Cada tanto, se hacía un disparo con el broncodilatador y se dio cuenta de que la marca del laboratorio era la misma que la de las publicidades de agroquímicos y fertilizantes. Repasó las notas en los medios locales sobre los peligros de las fumigaciones, la falta de camas en los hospitales, las cifras de la epidemia de patologías respiratorias y la falta de conciencia social para vacunarse.
La neumonía de ese año lo marcó para siempre. Sus clases llevaron por título “Cambio climático y enfermedades respiratorias en Córdoba”. Los médicos se formaban ahora con esa perspectiva. Sentía que se ponía el poncho por el agujero y no por los flecos.
Pasaron los inviernos y las enfermedades pulmonares no sólo no disminuyeron sino que aumentaron en cantidad y severidad. No alcanzaba con abordar la problemática del paciente desde el medio ambiente. Una vez más, aunque pensase al revés, la cosa no funcionaba. Lo había traicionado su cabeza médica omnipotente. El médico dios que salva vidas y resuelve los problemas de salud-enfermedad.
Nada había cambiado en la evolución y mortalidad de los pacientes, pero poco a poco se iba creando una conciencia de que la principal causa de enfermedad era la contaminación del aire y que el hospital universitario es sólo una parte en la formación médica y la asistencia de los pacientes. Julio evocó a su abuelo. Eran momentos de pensar qué hubiese hecho el Che.
Fue entonces cuando decidió dar sus clases frente al peaje de la ruta Córdoba-Alta Gracia, cortar la autopista y, con pancartas y megáfono en mano, llamar a los ciudadanos a frenar el desmonte y evitar la contaminación con agroquímicos.
La primera vez fueron cuatro gatos locos, entre los que estaba su novia del Hospital, que era kinesióloga. Lejos de amilanarse, siguió con la propuesta hasta que logró llamar la atención de los medios.
La gente de la zona se sumó al piquete ‘por los pulmones sanos’, como le decían y, parafraseando lemas ecologistas, colgaron un pasacalle sobre la autopista que decía: “Salvemos el aire cordobés”.
Fue un 19 de julio, cuando en plena arenga-clase de patologías respiratorias sintió que el celular vibraba con insistencia. Al terminar, revisó las llamadas perdidas: cuatro del abuelo, dos de origen desconocido y la última de su padre. Ninguno dejó mensaje en el contestador.
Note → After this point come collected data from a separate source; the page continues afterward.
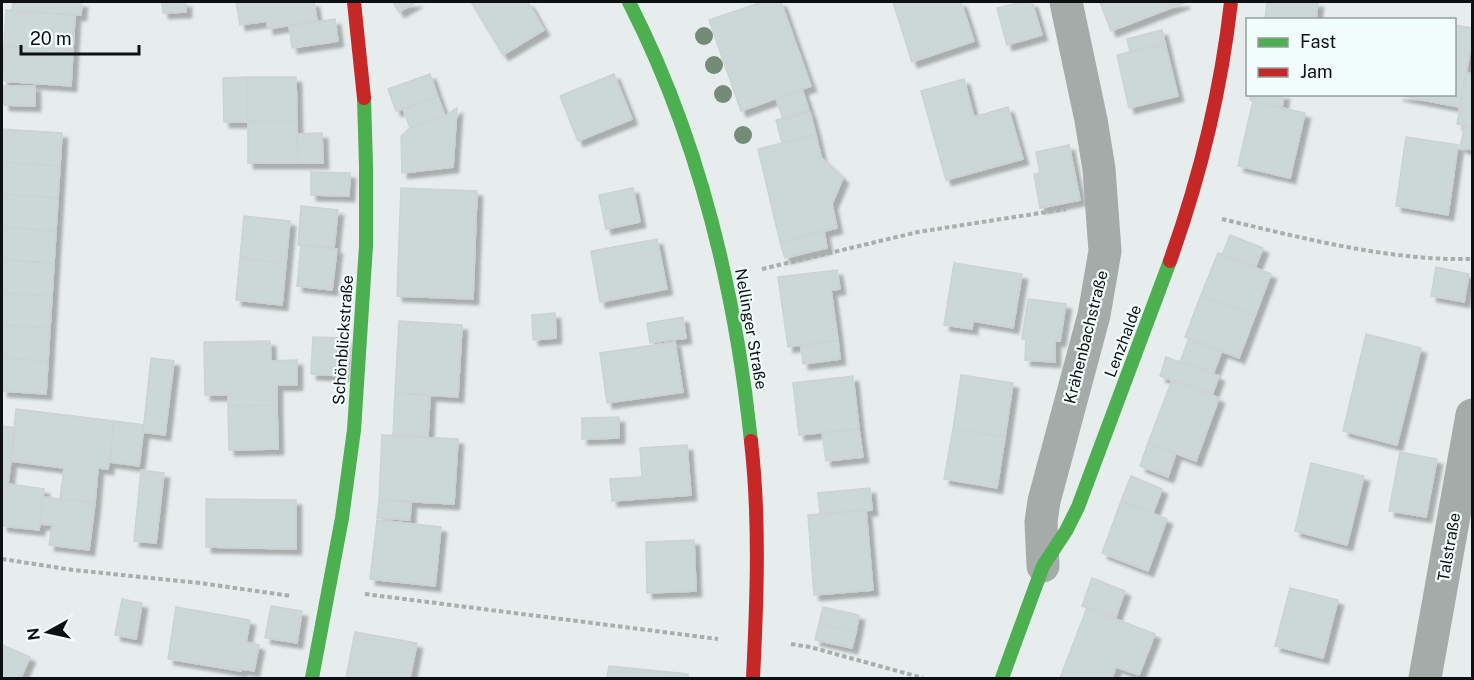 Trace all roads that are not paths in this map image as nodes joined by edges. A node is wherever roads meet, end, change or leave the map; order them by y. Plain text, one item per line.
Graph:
1 (354, 2) edge
2 (629, 2) edge
3 (1066, 2) edge
4 (1231, 2) edge
5 (1473, 415) edge
6 (1043, 566) junction
7 (312, 678) edge
8 (753, 678) edge
9 (1002, 678) edge
10 (1425, 678) edge

1 - 7 street, Schönblickstraße
2 - 8 street, Nellinger Straße
3 - 6 street, Krähenbachstraße
4 - 6 street, Lenzhalde
5 - 10 street, Talstraße
6 - 9 street, Lenzhalde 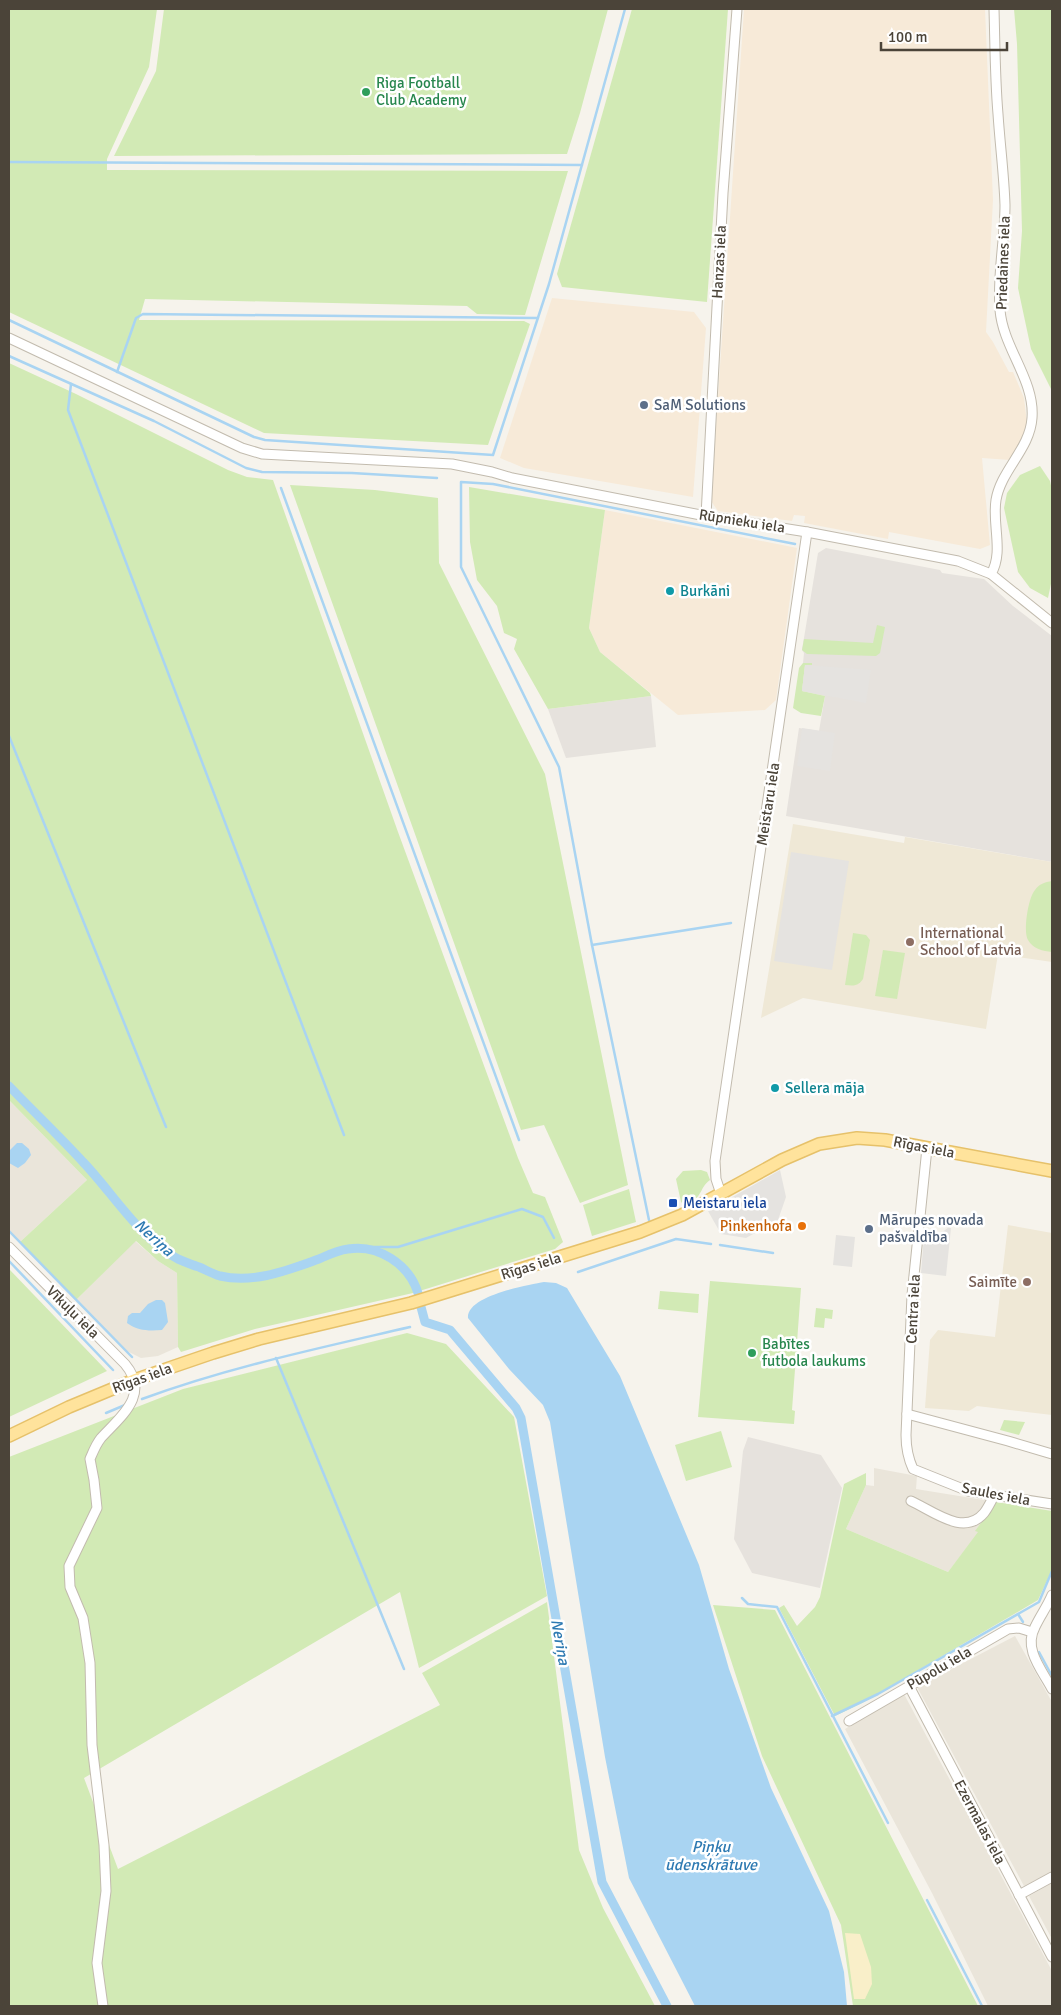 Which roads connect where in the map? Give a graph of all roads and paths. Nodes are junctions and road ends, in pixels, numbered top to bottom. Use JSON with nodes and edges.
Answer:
{"nodes":[{"id":1,"x":737,"y":9,"type":"edge"},
{"id":2,"x":994,"y":9,"type":"edge"},
{"id":3,"x":9,"y":338,"type":"edge"},
{"id":4,"x":706,"y":516,"type":"junction"},
{"id":5,"x":807,"y":532,"type":"junction"},
{"id":6,"x":991,"y":574,"type":"junction"},
{"id":7,"x":1052,"y":623,"type":"edge"},
{"id":8,"x":927,"y":1148,"type":"junction"},
{"id":9,"x":1052,"y":1171,"type":"edge"},
{"id":10,"x":721,"y":1194,"type":"junction"},
{"id":11,"x":9,"y":1248,"type":"edge"},
{"id":12,"x":134,"y":1380,"type":"junction"},
{"id":13,"x":907,"y":1414,"type":"junction"},
{"id":14,"x":9,"y":1436,"type":"edge"},
{"id":15,"x":1052,"y":1454,"type":"edge"},
{"id":16,"x":913,"y":1469,"type":"joint"},
{"id":17,"x":994,"y":1496,"type":"junction"},
{"id":18,"x":911,"y":1501,"type":"dead end"},
{"id":19,"x":1052,"y":1504,"type":"edge"},
{"id":20,"x":1052,"y":1595,"type":"edge"},
{"id":21,"x":1032,"y":1632,"type":"junction"},
{"id":22,"x":909,"y":1686,"type":"junction"},
{"id":23,"x":1052,"y":1689,"type":"edge"},
{"id":24,"x":849,"y":1720,"type":"dead end"},
{"id":25,"x":1052,"y":1877,"type":"edge"},
{"id":26,"x":1019,"y":1895,"type":"junction"},
{"id":27,"x":1052,"y":1957,"type":"edge"},
{"id":28,"x":103,"y":2006,"type":"edge"}],
"edges":[{"from":1,"to":4,"type":"street","name":"Hanzas iela"},
{"from":2,"to":6,"type":"street","name":"Priedaines iela"},
{"from":3,"to":4,"type":"street","name":"Rūpnieku iela"},
{"from":4,"to":5,"type":"street","name":"Rūpnieku iela"},
{"from":5,"to":6,"type":"street","name":"Rūpnieku iela"},
{"from":5,"to":10,"type":"street","name":"Meistaru iela"},
{"from":6,"to":7,"type":"street"},
{"from":8,"to":9,"type":"main road","name":"Rīgas iela"},
{"from":8,"to":10,"type":"main road","name":"Rīgas iela"},
{"from":8,"to":13,"type":"street","name":"Centra iela"},
{"from":10,"to":12,"type":"main road","name":"Rīgas iela"},
{"from":11,"to":12,"type":"street","name":"Vīkuļu iela"},
{"from":12,"to":14,"type":"main road","name":"Rīgas iela"},
{"from":12,"to":28,"type":"street"},
{"from":13,"to":15,"type":"street"},
{"from":13,"to":16,"type":"street","name":"Centra iela"},
{"from":16,"to":17,"type":"street","name":"Saules iela"},
{"from":17,"to":18,"type":"street"},
{"from":17,"to":19,"type":"street","name":"Saules iela"},
{"from":20,"to":21,"type":"street"},
{"from":21,"to":22,"type":"street","name":"Pūpolu iela"},
{"from":21,"to":23,"type":"street"},
{"from":22,"to":24,"type":"street","name":"Pūpolu iela"},
{"from":22,"to":26,"type":"street","name":"Ezermalas iela"},
{"from":25,"to":26,"type":"street"},
{"from":26,"to":27,"type":"street","name":"Ezermalas iela"}]}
Sintió cómo una crisisde asma le cerraba el pecho, a plena taquicardia se subió a su auto y enfiló directo a lo del abuelo. El polvo en suspensión impedía la buena visibilidad. Al llegar a la casa, una decena de curiosos ocupaban la vereda rodeando la ambulancia. Vecinos, extranjeros que iban al museo, conocidos y el personal del servicio de emergencia.
Julio no podía correr por el asma. Atravesó el jardín, sintió el aroma a abuela de la cocina y, al entrar en el dormitorio, el olor a alcohol y medicinas. El abuelo yacía semisentado, con la boca entreabierta, cianótico, inerte, en la cama grande. Un silencio abrumador era imperceptiblemente interrumpido, con cadencia de angustia, por los silbidos en su pecho. Un vez más la postal fatal de la neumonía. En ese cuerpo ya no estaba más su abuelo. Se acercó y le besó la frente fría. Como nunca antes, le faltaba el aire.